Ad un certo punto però, cercando di limitare al minimo il barbaradursismo, non trattengo la curiosità e gli chiedo come vede la possibilità di seguire le orme e le cure che il padre sta attraversando in questo momento. Attualmente il genitore, sempre per la malattia del rene policistico, ricordiamo, ereditaria, è in dialisi: “Luigi – mi dice candidamente Antonio – credo che questa sia la mia più grande paura. Io so che tra qualche anno starò male, so anche che la medicina sta studiando delle soluzioni, ma non sarà facile e non saranno accessibili a tutti. Questo significa che probabilmente, tra qualche anno, spero lontano, io dovrò fare un trapianto di reni. Diventerò una di quelle persone che passeranno la vita in cura. Perché – conclude Antonio – una volta che ti operano e ti inseriscono un organo, tu sarai per sempre sotto cura. Il rischio di un rigetto, di un’infezione, o non so che cosa, è sempre dietro l’angolo“. Durante la conversazione, di digressioni ce ne sono molte, parliamo del suo lavoro, parliamo del mio lavoro, discutiamo della Casertana e della possibilità di lavoro per i ragazzi la nostra età.
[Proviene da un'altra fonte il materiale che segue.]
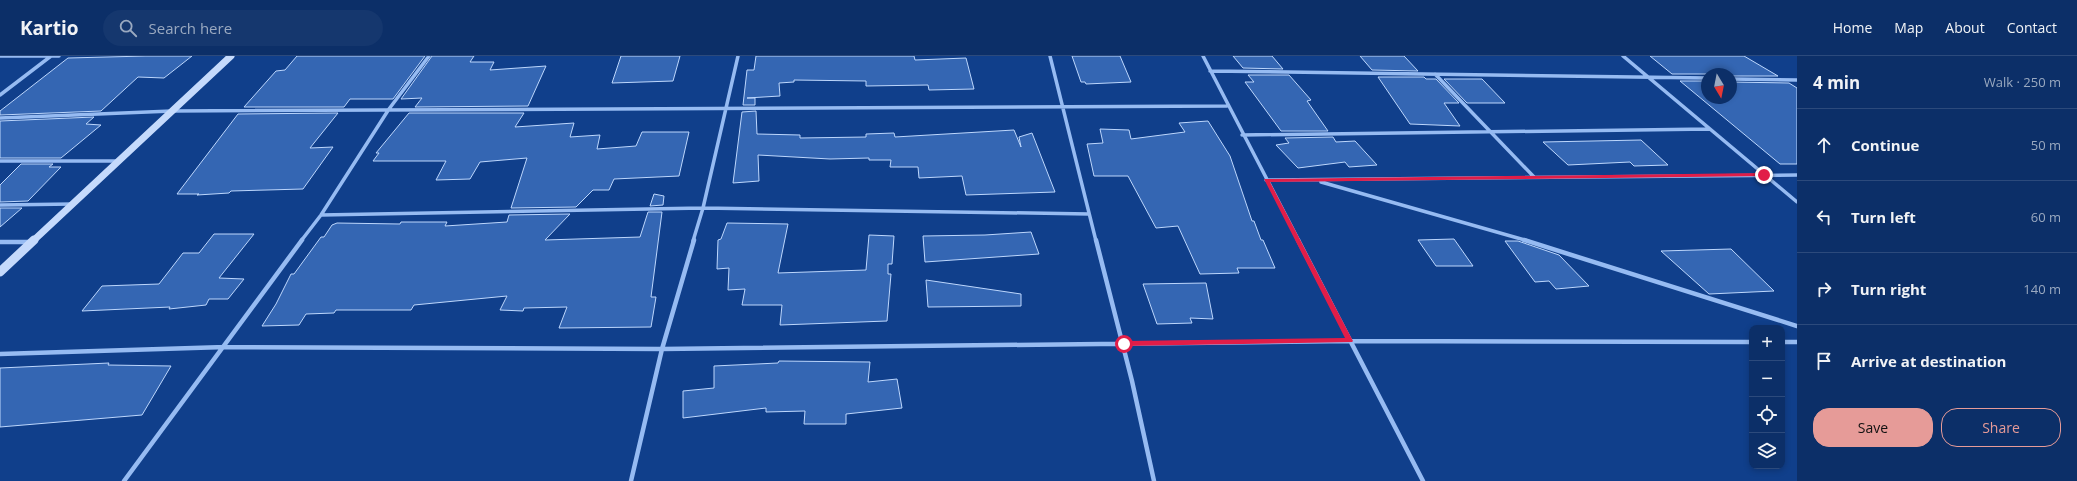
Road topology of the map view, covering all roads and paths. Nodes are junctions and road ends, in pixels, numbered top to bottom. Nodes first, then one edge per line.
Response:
1 (0, 56) edge
2 (51, 56) edge
3 (59, 56) edge
4 (231, 56) edge
5 (429, 56) edge
6 (738, 56) edge
7 (1050, 56) edge
8 (1203, 56) edge
9 (1623, 56) edge
10 (1210, 70) junction
11 (1435, 74) junction
12 (1649, 78) junction
13 (1701, 78) edge
14 (1737, 79) edge
15 (1797, 80) edge
16 (0, 94) edge
17 (1064, 106) junction
18 (1227, 106) junction
19 (727, 107) junction
20 (389, 109) junction
21 (172, 111) junction
22 (0, 118) edge
23 (1710, 129) junction
24 (1492, 132) junction
25 (1242, 135) junction
26 (0, 161) edge
27 (119, 161) junction
28 (1764, 175) junction
29 (1797, 175) edge
30 (1534, 177) junction
31 (1266, 180) junction
32 (1315, 180) junction
33 (1797, 202) edge
34 (0, 204) edge
35 (73, 204) junction
36 (703, 208) junction
37 (1089, 214) junction
38 (321, 215) junction
39 (0, 242) edge
40 (33, 242) junction
41 (0, 272) edge
42 (1797, 326) edge
43 (1349, 341) junction
44 (1749, 342) edge
45 (1785, 342) edge
46 (1797, 342) edge
47 (1124, 344) junction
48 (225, 347) junction
49 (662, 349) junction
50 (0, 354) edge
51 (124, 481) edge
52 (631, 481) edge
53 (1154, 481) edge
54 (1423, 481) edge

1 - 2 street
2 - 3 street
2 - 16 street
4 - 21 street
5 - 20 street
6 - 19 street
7 - 17 street
8 - 10 street
9 - 12 street
10 - 11 street
10 - 18 street
11 - 12 street
11 - 24 street
12 - 13 street
12 - 23 street
14 - 15 street
17 - 18 street
17 - 19 street
17 - 37 street
18 - 25 street
19 - 20 street
19 - 36 street
20 - 21 street
20 - 38 street
21 - 22 street
21 - 27 street
23 - 24 street
23 - 28 street
24 - 25 street
24 - 30 street
25 - 31 street
26 - 27 street
27 - 35 street
28 - 29 street
28 - 30 street
28 - 33 street
30 - 32 street
31 - 32 street
31 - 43 street
32 - 42 street
34 - 35 street
35 - 40 street
36 - 37 street
36 - 38 street
36 - 49 street
37 - 47 street
38 - 48 street
39 - 40 street
40 - 41 street
43 - 44 street
43 - 47 street
43 - 54 street
45 - 46 street
47 - 49 street
47 - 53 street
48 - 49 street
48 - 50 street
48 - 51 street
49 - 52 street

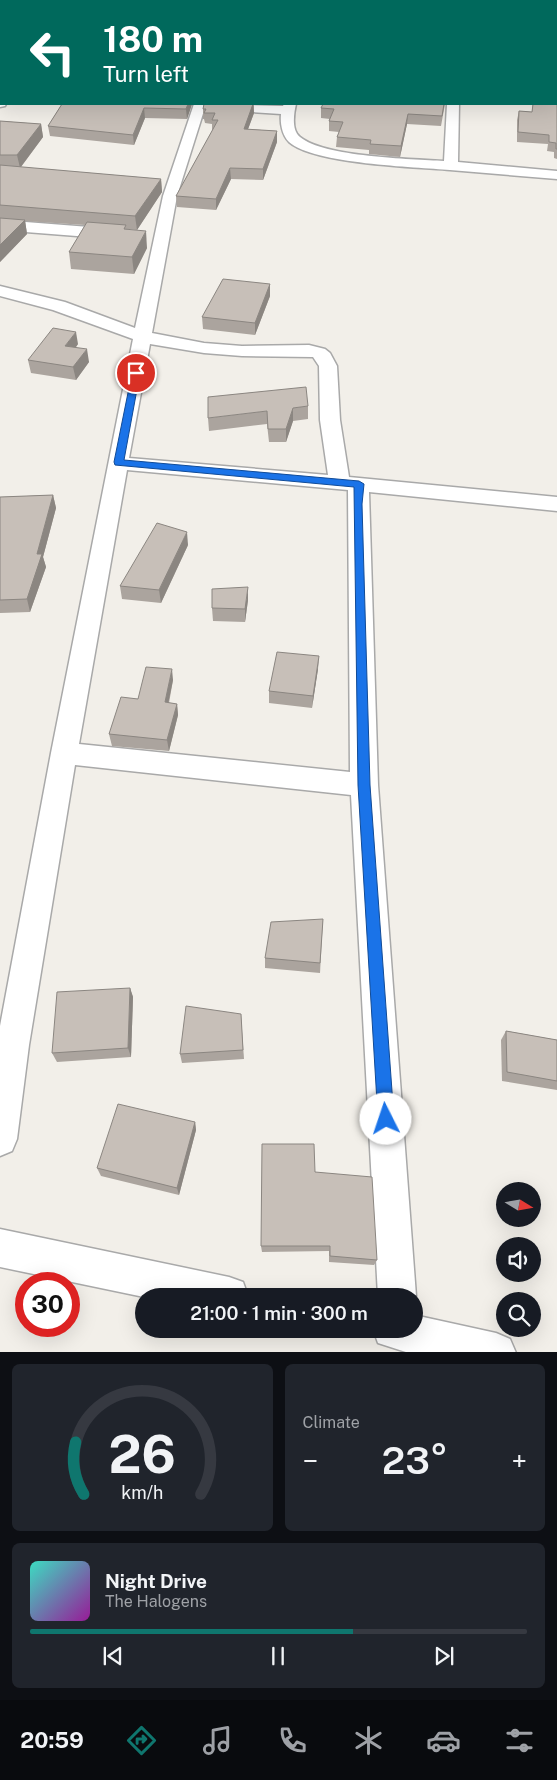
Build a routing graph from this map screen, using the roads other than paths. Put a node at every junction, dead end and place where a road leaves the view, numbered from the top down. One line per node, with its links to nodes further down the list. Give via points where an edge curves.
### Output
1 (200, 105): 8 (street)
2 (230, 105): 4 (street)
3 (453, 105): 5 (street)
4 (289, 107): 5 (street, via 289,127 295,140 319,151)
5 (451, 166): 6 (street)
6 (557, 175)
7 (0, 225): 8 (street)
8 (147, 237): 10 (street)
9 (0, 291): 10 (street, via 59,306)
10 (143, 337): 11 (street); 12 (street, via 204,348 309,350 319,353 328,366 330,420)
11 (118, 462): 12 (street); 14 (street)
12 (349, 483): 13 (street); 15 (street, via 358,504)
13 (557, 504)
14 (64, 753): 15 (street); 16 (street, via 13,1045)
15 (364, 785): 19 (street)
16 (0, 1139)
17 (0, 1248): 18 (street)
18 (191, 1288)
19 (395, 1288)
20 (423, 1331): 21 (street)
21 (474, 1350)

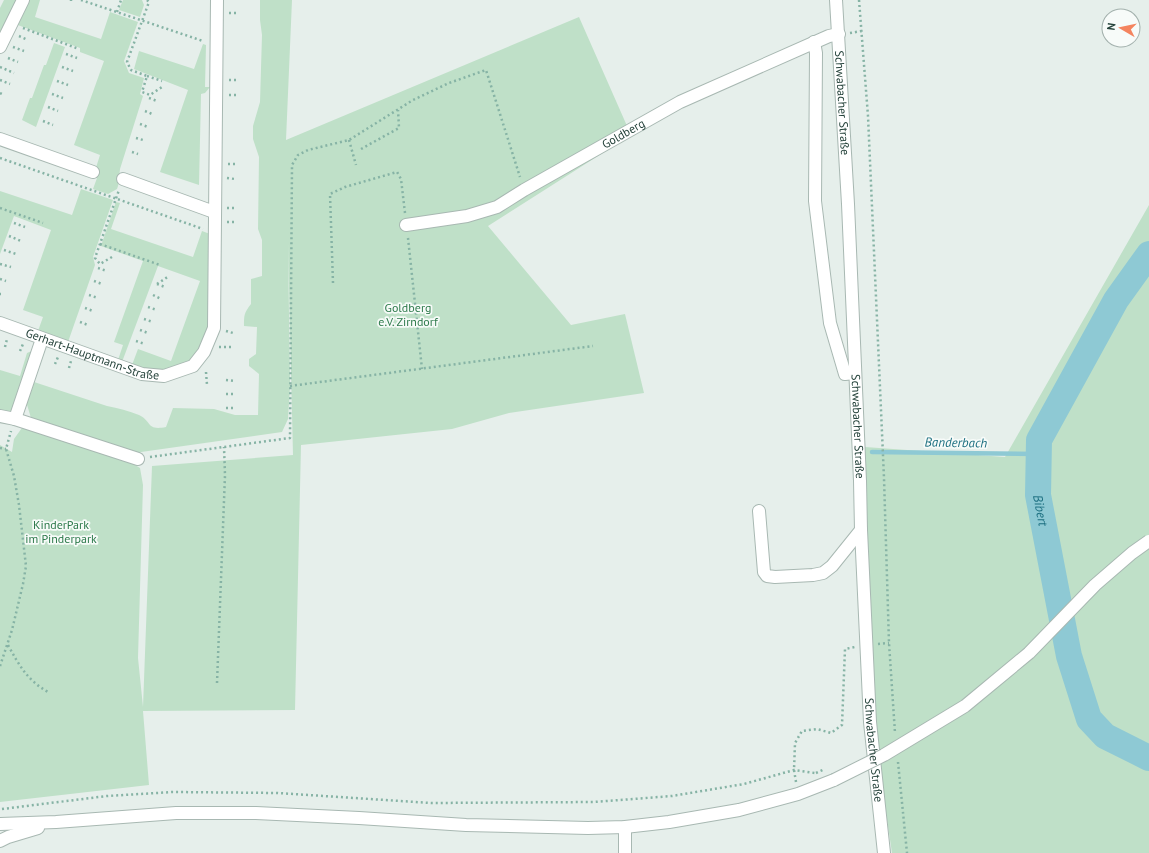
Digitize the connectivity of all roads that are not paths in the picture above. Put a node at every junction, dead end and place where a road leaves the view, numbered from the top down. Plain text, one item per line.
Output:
1 (23, 0) edge
2 (217, 0) edge
3 (836, 0) edge
4 (839, 34) junction
5 (814, 42) junction
6 (3, 52) edge
7 (0, 139) edge
8 (93, 172) dead end
9 (123, 179) road end
10 (214, 212) junction
11 (406, 225) road end
12 (0, 323) edge
13 (42, 339) junction
14 (854, 373) junction
15 (0, 416) edge
16 (15, 419) junction
17 (138, 459) road end
18 (758, 511) dead end
19 (860, 530) junction
20 (1149, 541) edge
21 (56, 822) junction
22 (0, 824) edge
23 (625, 827) junction
24 (0, 841) edge
25 (625, 853) edge
26 (884, 853) edge

1 - 6 street
2 - 10 street, Gerhart-Hauptmann-Straße
3 - 4 street, Schwabacher Straße
4 - 5 street, Goldberg
4 - 14 street, Schwabacher Straße
5 - 11 street, Goldberg
5 - 14 street
7 - 8 street
9 - 10 street
10 - 13 street, Gerhart-Hauptmann-Straße
12 - 13 street, Gerhart-Hauptmann-Straße
13 - 16 street
14 - 19 street, Schwabacher Straße
15 - 16 street
16 - 17 street
18 - 19 street
19 - 26 street, Schwabacher Straße
20 - 23 street, bridge
21 - 22 street
21 - 23 street
21 - 24 street
23 - 25 street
Alla fine io questa intervista l’ho voluto fare per lasciare un messaggio. C’è tanta ignoranza sulla questione trapianti e donazioni di organi. Io spero solo che chiunque legga questa intervista, ne senta discutere, inizi a capire l’importanza di questo gesto, che può sembrare inutile, ma che dal quale dipende la vita di tanti.

La conversazione si conclude. Ci salutiamo e ci diamo appuntamento per un altro caffè. Tornando a casa, però, ho l’impressione di non aver capito qualcosa. Ovviamente non immaginavo di riuscire a rendermi conto di che cos’è un rene policistico, poiché qualsiasi cosa che non sia calcio e battute sui politici, mi risulta di difficile comprensione. Quello che non riesco a capire è come, ancora oggi, ci sia una difficoltà nell’accettare la possibilità di donare gli organi. Può capitare a tutti, come mi spiegava Antonio raccontandomi di un suo parente, che un giorno ci sia il bisogno di operarsi con un “pezzo di ricambio“. E in quel caso bisogna sperare che il suo messaggio sia arrivato a più persone possibili.